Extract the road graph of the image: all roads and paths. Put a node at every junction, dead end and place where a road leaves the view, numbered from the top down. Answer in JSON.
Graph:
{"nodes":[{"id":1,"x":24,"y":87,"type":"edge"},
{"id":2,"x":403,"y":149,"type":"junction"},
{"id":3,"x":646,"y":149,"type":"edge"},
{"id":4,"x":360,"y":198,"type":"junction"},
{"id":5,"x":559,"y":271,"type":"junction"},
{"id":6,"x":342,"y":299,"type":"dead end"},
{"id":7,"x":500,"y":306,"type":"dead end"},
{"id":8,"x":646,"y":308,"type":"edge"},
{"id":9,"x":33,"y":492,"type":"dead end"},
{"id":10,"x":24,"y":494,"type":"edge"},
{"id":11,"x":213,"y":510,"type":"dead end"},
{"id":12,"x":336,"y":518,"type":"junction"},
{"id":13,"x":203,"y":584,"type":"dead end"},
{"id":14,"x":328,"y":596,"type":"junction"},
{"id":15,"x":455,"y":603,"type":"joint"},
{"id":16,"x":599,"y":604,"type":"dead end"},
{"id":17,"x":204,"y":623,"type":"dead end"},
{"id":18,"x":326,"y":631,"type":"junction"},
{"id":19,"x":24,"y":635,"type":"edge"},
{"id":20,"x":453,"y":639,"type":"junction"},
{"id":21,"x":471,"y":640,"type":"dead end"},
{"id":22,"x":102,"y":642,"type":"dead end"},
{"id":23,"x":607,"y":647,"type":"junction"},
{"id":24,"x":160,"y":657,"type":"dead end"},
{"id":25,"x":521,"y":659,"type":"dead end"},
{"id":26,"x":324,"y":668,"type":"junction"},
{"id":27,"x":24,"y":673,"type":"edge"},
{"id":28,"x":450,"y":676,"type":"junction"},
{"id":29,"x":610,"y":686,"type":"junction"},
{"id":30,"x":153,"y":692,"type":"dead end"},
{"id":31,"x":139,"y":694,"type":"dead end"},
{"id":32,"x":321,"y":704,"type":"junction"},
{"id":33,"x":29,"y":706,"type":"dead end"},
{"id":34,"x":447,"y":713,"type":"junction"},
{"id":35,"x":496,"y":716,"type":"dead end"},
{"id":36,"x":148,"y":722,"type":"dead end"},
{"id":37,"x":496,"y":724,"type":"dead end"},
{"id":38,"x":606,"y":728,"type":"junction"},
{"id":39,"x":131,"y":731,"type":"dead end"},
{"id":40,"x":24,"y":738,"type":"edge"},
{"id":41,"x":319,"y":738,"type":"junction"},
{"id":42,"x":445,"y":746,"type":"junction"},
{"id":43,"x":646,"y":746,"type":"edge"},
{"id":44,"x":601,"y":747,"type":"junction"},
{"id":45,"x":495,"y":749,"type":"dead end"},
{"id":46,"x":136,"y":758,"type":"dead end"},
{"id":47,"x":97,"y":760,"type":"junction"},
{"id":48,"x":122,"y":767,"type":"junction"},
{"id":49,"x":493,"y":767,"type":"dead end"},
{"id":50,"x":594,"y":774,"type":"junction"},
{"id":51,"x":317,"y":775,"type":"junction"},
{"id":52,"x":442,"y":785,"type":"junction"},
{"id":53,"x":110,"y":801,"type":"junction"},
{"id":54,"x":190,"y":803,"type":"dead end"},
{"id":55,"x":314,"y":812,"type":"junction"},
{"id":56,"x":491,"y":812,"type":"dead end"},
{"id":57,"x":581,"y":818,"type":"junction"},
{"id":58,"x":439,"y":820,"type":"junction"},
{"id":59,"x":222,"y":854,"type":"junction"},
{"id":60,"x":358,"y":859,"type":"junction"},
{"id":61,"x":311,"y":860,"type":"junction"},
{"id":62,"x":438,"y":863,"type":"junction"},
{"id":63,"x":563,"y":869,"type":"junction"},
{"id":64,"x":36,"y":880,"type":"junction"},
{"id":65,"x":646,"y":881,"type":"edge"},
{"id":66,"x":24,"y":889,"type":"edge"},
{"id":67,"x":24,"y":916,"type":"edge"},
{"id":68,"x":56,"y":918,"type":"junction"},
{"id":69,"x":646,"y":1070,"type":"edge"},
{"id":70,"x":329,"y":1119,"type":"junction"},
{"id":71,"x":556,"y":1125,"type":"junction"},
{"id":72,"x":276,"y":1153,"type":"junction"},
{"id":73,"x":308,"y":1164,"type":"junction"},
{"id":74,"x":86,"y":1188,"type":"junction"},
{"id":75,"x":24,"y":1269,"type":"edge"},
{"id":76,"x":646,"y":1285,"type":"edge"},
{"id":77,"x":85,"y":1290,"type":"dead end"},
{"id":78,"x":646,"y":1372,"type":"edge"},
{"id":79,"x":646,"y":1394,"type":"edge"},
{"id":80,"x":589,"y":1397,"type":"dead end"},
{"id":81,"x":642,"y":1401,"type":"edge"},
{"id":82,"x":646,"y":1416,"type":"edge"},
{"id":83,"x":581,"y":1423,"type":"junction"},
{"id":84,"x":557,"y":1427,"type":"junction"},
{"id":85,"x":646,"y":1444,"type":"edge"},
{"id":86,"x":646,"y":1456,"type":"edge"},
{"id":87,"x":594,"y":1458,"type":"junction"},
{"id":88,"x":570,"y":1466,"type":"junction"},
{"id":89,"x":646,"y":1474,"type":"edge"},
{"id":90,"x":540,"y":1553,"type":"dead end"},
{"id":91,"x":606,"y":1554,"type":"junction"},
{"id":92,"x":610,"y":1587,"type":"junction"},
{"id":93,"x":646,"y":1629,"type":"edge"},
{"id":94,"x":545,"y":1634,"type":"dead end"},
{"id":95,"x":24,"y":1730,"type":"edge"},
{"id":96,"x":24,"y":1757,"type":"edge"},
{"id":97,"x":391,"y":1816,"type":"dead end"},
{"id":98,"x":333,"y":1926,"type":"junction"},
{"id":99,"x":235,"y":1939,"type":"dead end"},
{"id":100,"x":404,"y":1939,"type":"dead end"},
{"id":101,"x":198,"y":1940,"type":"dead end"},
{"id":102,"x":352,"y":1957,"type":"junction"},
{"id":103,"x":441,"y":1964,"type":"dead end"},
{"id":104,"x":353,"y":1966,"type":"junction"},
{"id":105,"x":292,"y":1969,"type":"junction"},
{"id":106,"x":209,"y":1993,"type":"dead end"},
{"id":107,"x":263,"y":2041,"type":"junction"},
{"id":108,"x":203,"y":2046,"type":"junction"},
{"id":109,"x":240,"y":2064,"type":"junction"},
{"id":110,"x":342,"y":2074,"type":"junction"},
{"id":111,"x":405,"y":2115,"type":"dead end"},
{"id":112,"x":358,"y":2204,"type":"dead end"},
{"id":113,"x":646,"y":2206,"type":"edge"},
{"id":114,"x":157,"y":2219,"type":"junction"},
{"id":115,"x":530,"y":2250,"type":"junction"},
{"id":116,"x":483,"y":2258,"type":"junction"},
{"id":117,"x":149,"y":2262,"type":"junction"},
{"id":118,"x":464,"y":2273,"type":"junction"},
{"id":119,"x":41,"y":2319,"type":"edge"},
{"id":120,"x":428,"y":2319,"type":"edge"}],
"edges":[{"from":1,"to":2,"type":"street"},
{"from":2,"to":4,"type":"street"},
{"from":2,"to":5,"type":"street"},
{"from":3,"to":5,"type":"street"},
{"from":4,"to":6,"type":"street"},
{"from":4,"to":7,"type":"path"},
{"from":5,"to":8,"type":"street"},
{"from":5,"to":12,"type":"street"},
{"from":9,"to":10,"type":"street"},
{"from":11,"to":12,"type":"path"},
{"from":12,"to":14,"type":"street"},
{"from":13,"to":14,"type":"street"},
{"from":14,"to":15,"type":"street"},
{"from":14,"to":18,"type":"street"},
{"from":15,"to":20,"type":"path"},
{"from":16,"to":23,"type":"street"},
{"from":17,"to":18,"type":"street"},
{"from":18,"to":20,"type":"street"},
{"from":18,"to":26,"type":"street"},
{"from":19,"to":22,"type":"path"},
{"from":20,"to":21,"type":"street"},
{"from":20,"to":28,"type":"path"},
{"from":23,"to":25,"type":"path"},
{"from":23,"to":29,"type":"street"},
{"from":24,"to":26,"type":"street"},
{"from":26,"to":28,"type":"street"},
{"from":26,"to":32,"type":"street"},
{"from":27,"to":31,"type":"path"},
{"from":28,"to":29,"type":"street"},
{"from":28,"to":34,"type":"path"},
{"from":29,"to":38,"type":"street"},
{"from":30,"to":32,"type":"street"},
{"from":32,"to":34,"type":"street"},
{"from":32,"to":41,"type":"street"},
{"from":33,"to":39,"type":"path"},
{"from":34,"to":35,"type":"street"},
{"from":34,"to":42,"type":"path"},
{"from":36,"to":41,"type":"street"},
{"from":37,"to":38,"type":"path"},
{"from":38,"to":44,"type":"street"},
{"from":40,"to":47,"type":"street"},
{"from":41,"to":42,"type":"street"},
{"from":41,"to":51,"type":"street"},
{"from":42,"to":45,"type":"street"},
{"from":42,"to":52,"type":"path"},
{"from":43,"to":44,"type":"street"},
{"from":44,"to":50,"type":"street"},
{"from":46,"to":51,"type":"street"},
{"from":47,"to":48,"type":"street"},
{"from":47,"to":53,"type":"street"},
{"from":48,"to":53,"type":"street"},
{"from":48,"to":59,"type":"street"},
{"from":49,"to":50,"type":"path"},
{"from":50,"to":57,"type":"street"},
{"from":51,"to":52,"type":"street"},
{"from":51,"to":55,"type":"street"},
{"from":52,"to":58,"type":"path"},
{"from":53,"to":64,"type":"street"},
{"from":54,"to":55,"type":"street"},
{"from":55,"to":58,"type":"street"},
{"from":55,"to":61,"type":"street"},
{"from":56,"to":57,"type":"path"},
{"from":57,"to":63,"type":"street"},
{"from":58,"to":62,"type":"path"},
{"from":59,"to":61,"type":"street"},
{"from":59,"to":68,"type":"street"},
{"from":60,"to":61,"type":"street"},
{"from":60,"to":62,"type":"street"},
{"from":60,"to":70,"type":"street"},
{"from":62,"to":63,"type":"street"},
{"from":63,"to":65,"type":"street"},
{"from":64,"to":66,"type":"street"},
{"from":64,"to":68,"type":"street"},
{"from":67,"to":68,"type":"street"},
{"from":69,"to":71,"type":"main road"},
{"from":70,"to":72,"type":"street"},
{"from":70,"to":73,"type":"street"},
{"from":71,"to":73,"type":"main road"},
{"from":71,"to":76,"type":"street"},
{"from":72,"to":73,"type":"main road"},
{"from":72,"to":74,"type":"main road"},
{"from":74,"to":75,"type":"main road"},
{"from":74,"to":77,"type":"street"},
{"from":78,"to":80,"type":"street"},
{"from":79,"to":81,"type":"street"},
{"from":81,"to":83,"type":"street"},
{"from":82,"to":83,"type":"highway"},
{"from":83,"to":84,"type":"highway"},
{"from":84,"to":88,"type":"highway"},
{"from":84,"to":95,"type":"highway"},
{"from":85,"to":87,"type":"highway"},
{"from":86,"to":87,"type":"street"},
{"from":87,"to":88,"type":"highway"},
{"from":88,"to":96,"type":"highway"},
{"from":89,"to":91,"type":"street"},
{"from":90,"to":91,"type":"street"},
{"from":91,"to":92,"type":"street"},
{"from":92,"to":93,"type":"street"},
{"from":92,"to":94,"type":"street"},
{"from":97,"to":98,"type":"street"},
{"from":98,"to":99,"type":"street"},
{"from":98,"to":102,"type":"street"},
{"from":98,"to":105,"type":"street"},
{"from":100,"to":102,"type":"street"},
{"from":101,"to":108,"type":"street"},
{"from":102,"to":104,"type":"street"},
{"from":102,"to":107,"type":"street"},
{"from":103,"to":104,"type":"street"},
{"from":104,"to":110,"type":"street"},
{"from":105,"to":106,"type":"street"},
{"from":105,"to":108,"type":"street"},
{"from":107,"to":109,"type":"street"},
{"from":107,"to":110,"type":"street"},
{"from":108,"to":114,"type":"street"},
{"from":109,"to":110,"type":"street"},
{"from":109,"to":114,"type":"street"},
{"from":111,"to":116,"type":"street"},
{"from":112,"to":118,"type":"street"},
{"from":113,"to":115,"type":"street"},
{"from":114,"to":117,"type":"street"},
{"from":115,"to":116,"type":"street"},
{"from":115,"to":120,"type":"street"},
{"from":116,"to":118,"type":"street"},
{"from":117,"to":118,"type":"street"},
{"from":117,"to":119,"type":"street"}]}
* * * *
**WORK ITEM**
"road" is the string to look for; please copy every line of the records above where it appears.

**SOLUTION BELOW**
Extract the road graph of the image: all roads and paths. Put a node at every junction, dead end and place where a road leaves the view, numbered from the top down. Answer in JSON.
{"from":69,"to":71,"type":"main road"},
{"from":71,"to":73,"type":"main road"},
{"from":72,"to":73,"type":"main road"},
{"from":72,"to":74,"type":"main road"},
{"from":74,"to":75,"type":"main road"},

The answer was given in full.